■ DATA:
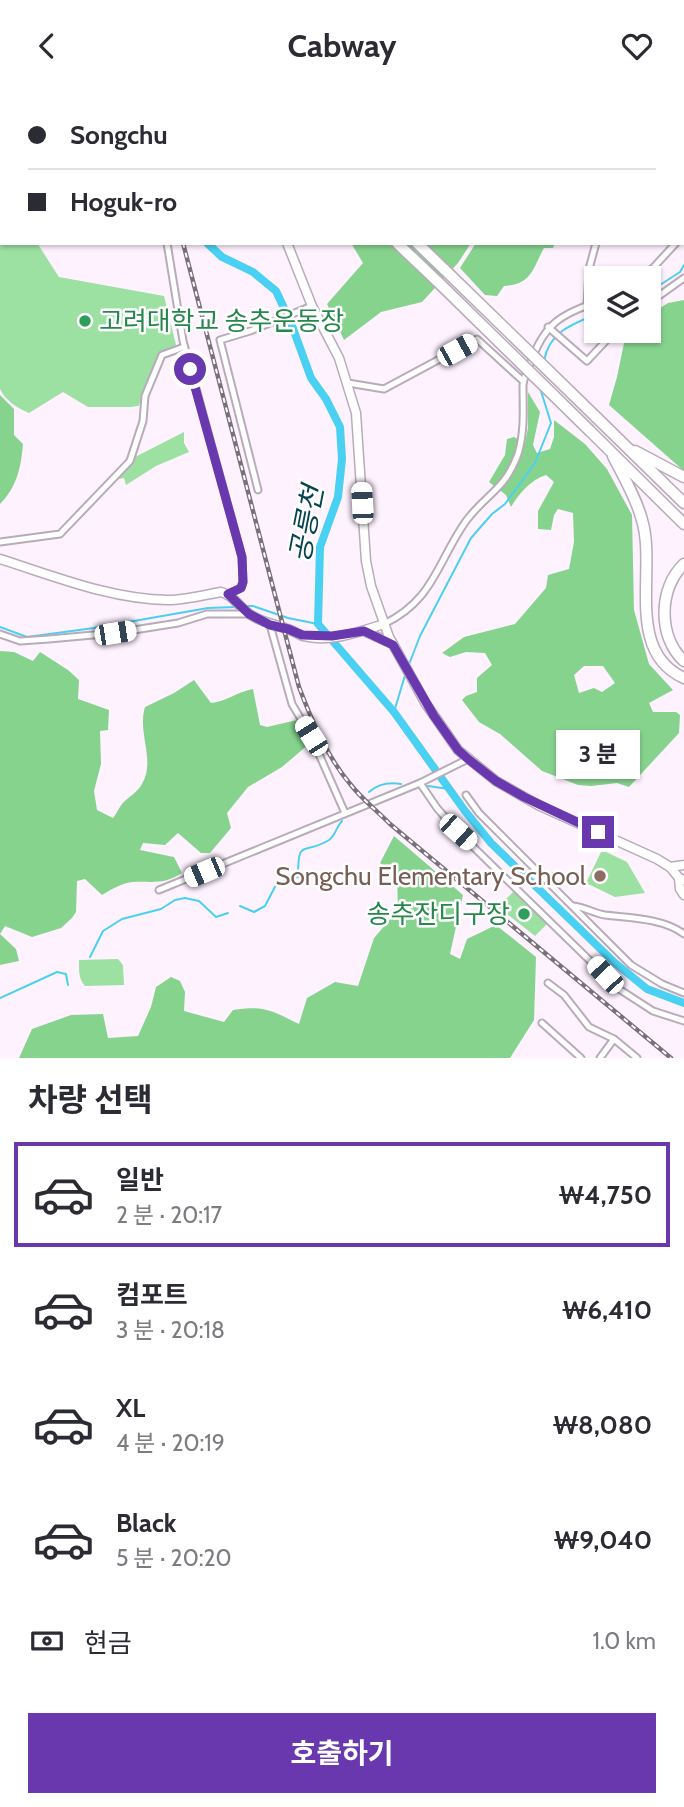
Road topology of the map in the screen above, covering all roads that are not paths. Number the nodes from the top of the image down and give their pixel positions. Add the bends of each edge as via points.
1 (167, 245) edge
2 (288, 245) edge
3 (399, 245) edge
4 (419, 245) edge
5 (595, 245) edge
6 (674, 245) edge
7 (590, 266) edge
8 (655, 266) edge
9 (684, 278) edge
10 (661, 294) edge
11 (312, 306) junction
12 (584, 308) edge
13 (548, 327) junction
14 (604, 343) edge
15 (184, 347) junction
16 (523, 381) junction
17 (348, 383) junction
18 (625, 446) junction
19 (613, 456) junction
20 (684, 477) edge
21 (258, 490) dead end
22 (684, 503) edge
23 (684, 524) edge
24 (0, 542) edge
25 (0, 559) edge
26 (684, 564) edge
27 (230, 595) junction
28 (249, 614) junction
29 (384, 624) junction
30 (270, 625) junction
31 (364, 631) junction
32 (0, 634) edge
33 (393, 645) junction
34 (684, 661) edge
35 (684, 678) edge
36 (468, 759) junction
37 (420, 783) junction
38 (466, 795) dead end
39 (345, 813) junction
40 (684, 866) edge
41 (670, 867) junction
42 (681, 879) edge
43 (159, 890) dead end
44 (684, 895) edge
45 (573, 906) junction
46 (684, 934) edge
47 (548, 983) dead end
48 (684, 993) edge
49 (684, 1021) edge
50 (542, 1023) dead end
51 (614, 1039) junction
52 (581, 1058) edge
53 (600, 1058) edge
54 (637, 1058) edge

1 - 15 street
2 - 11 street
3 - 19 highway, bridge
4 - 18 highway, bridge
5 - 7 street
6 - 8 street
9 - 10 street
11 - 17 street
11 - 21 street via 220,340
12 - 13 street
13 - 14 street via 587,361
13 - 16 street
15 - 24 street via 162,355 145,396 143,421 130,461 60,534
15 - 27 street via 242,557 243,582
16 - 17 street via 477,339 384,389
16 - 29 street via 522,442 505,481 466,522 426,593
17 - 29 street via 359,426 366,561
18 - 20 highway
18 - 22 highway
19 - 23 highway
19 - 35 highway via 643,520 647,627 655,651
25 - 27 street via 127,596 170,600 221,592
26 - 34 highway via 668,586 664,614 668,638
27 - 28 street
28 - 30 street
28 - 32 street via 207,614 115,633 49,639 20,641
29 - 31 street
29 - 33 street
30 - 31 street via 317,637
30 - 39 street via 292,704
31 - 33 street
33 - 36 street via 442,729
36 - 37 street
36 - 41 street via 538,805
37 - 39 street
37 - 49 street via 458,832 619,989 653,1010
38 - 45 street
39 - 43 street
40 - 41 street
41 - 42 street
42 - 44 street
45 - 46 street via 670,926
45 - 48 street via 640,972
47 - 51 street via 564,995 589,1027
50 - 52 street
51 - 53 street
51 - 54 street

■ TASK GOAL:
Could every line above be set down exactly, with the pictures omitted?

■ TASK OUTPUT:
Road topology of the map in the screen above, covering all roads that are not paths. Number the nodes from the top of the image down and give their pixel positions. Add the bends of each edge as via points.
1 (167, 245) edge
2 (288, 245) edge
3 (399, 245) edge
4 (419, 245) edge
5 (595, 245) edge
6 (674, 245) edge
7 (590, 266) edge
8 (655, 266) edge
9 (684, 278) edge
10 (661, 294) edge
11 (312, 306) junction
12 (584, 308) edge
13 (548, 327) junction
14 (604, 343) edge
15 (184, 347) junction
16 (523, 381) junction
17 (348, 383) junction
18 (625, 446) junction
19 (613, 456) junction
20 (684, 477) edge
21 (258, 490) dead end
22 (684, 503) edge
23 (684, 524) edge
24 (0, 542) edge
25 (0, 559) edge
26 (684, 564) edge
27 (230, 595) junction
28 (249, 614) junction
29 (384, 624) junction
30 (270, 625) junction
31 (364, 631) junction
32 (0, 634) edge
33 (393, 645) junction
34 (684, 661) edge
35 (684, 678) edge
36 (468, 759) junction
37 (420, 783) junction
38 (466, 795) dead end
39 (345, 813) junction
40 (684, 866) edge
41 (670, 867) junction
42 (681, 879) edge
43 (159, 890) dead end
44 (684, 895) edge
45 (573, 906) junction
46 (684, 934) edge
47 (548, 983) dead end
48 (684, 993) edge
49 (684, 1021) edge
50 (542, 1023) dead end
51 (614, 1039) junction
52 (581, 1058) edge
53 (600, 1058) edge
54 (637, 1058) edge

1 - 15 street
2 - 11 street
3 - 19 highway, bridge
4 - 18 highway, bridge
5 - 7 street
6 - 8 street
9 - 10 street
11 - 17 street
11 - 21 street via 220,340
12 - 13 street
13 - 14 street via 587,361
13 - 16 street
15 - 24 street via 162,355 145,396 143,421 130,461 60,534
15 - 27 street via 242,557 243,582
16 - 17 street via 477,339 384,389
16 - 29 street via 522,442 505,481 466,522 426,593
17 - 29 street via 359,426 366,561
18 - 20 highway
18 - 22 highway
19 - 23 highway
19 - 35 highway via 643,520 647,627 655,651
25 - 27 street via 127,596 170,600 221,592
26 - 34 highway via 668,586 664,614 668,638
27 - 28 street
28 - 30 street
28 - 32 street via 207,614 115,633 49,639 20,641
29 - 31 street
29 - 33 street
30 - 31 street via 317,637
30 - 39 street via 292,704
31 - 33 street
33 - 36 street via 442,729
36 - 37 street
36 - 41 street via 538,805
37 - 39 street
37 - 49 street via 458,832 619,989 653,1010
38 - 45 street
39 - 43 street
40 - 41 street
41 - 42 street
42 - 44 street
45 - 46 street via 670,926
45 - 48 street via 640,972
47 - 51 street via 564,995 589,1027
50 - 52 street
51 - 53 street
51 - 54 street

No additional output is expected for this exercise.